Other varying idiosyncracies crop up: anywhere Perl is mentioned, Python (Eric's personal favorite scripting language) will appear by it's side. Emacs Lisp is inexplicably offered alongside established systems programming and RAD languages as a choice for a general-purpose programming language. And on the topic of Emacs, a partisan argument for rationalizing Emacs's notorious feature creep is presented in the form of describing it as a general extensible scripting framework in harmony with the Unix philosophy of modularity, rather than a conspicuously bloated but still useful text editor. This of course, is accompanied by apparently obligatory potshots taken at vi and Vim.

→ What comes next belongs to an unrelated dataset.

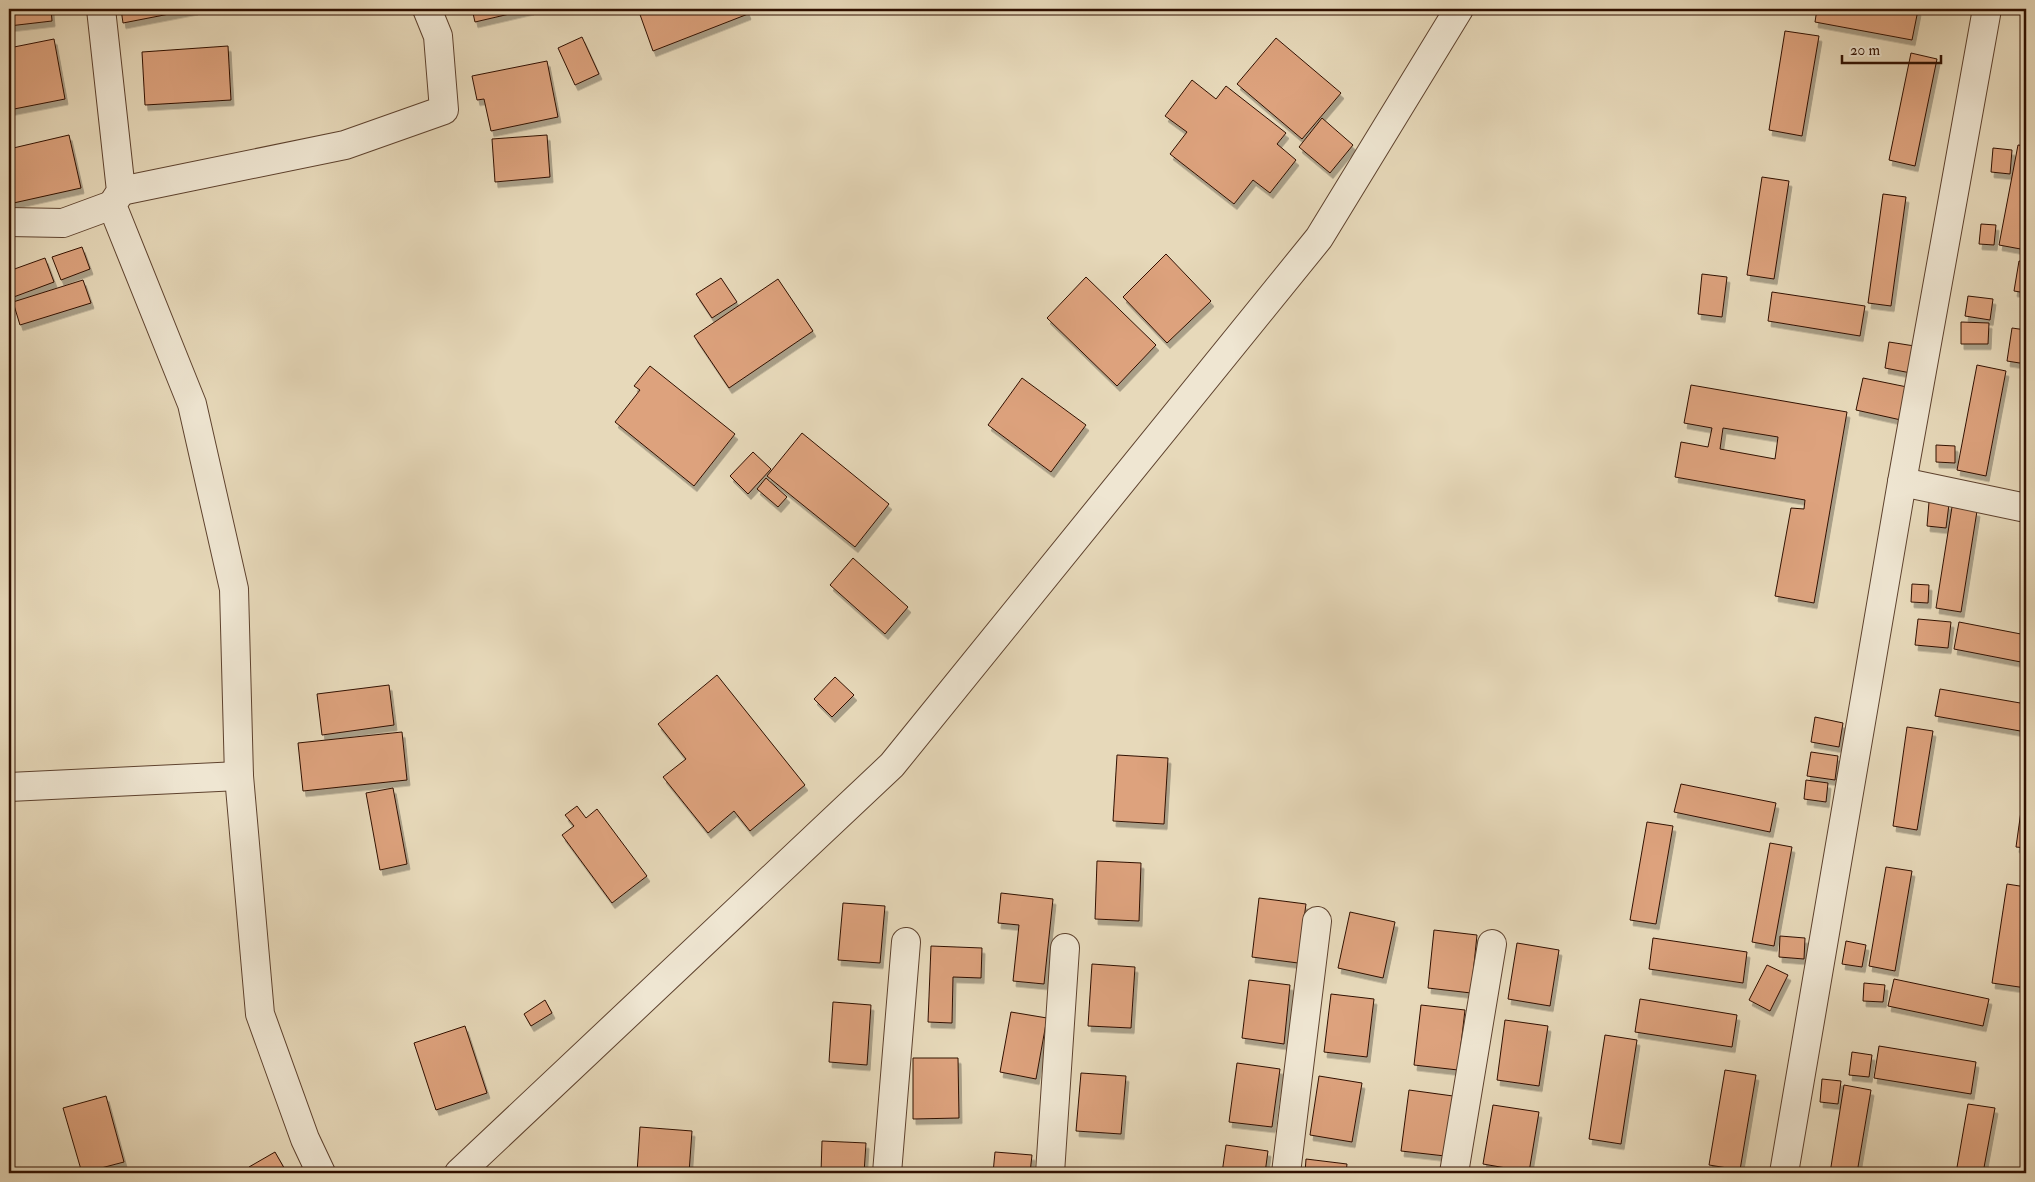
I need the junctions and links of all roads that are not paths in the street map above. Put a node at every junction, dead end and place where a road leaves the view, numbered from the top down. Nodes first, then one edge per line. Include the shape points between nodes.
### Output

It's less alarming that he'd reasonably arrive at a spirited opinion of this sort of thing than that minor personal convictions and editor war ammunation essays such as these would find their way into a text purporting to immortalize and document the Unix culture for all to refer to.
The less inflammatory parts of the book can laregly be summarized as case studies of the Unix spirit of design, effectively all of which can be distilled at some level as interpretations of the general KISS philosophy, which for the uninitiated basically translate to explicit warnings against overengineering. I'm suspicious of how much of this is simultaneously revelatory and actionable, but I suppose it's easy for ideas like these to be lost in the modern age of professional software development. Moreover, as this book explicitly aims to convey unquantifiable ideas and culture it's difficult to rate the book in terms of the knowledge imparted; it's a sometimes disjointed accumulation of essays on a wide range of topics spanning Unix history, various shell tools, predictable FOSS cheerleading, licenses and languages. And despite the above criticisms, much of the book actually makes for interesting reading despite the author's clear self-insertion into much of the book; it all actually makes for decent light reading even if the overall value is indeterminate.
But to end in the same manner as I believe other reviewers have, it is overall something to be taken with a grain of salt.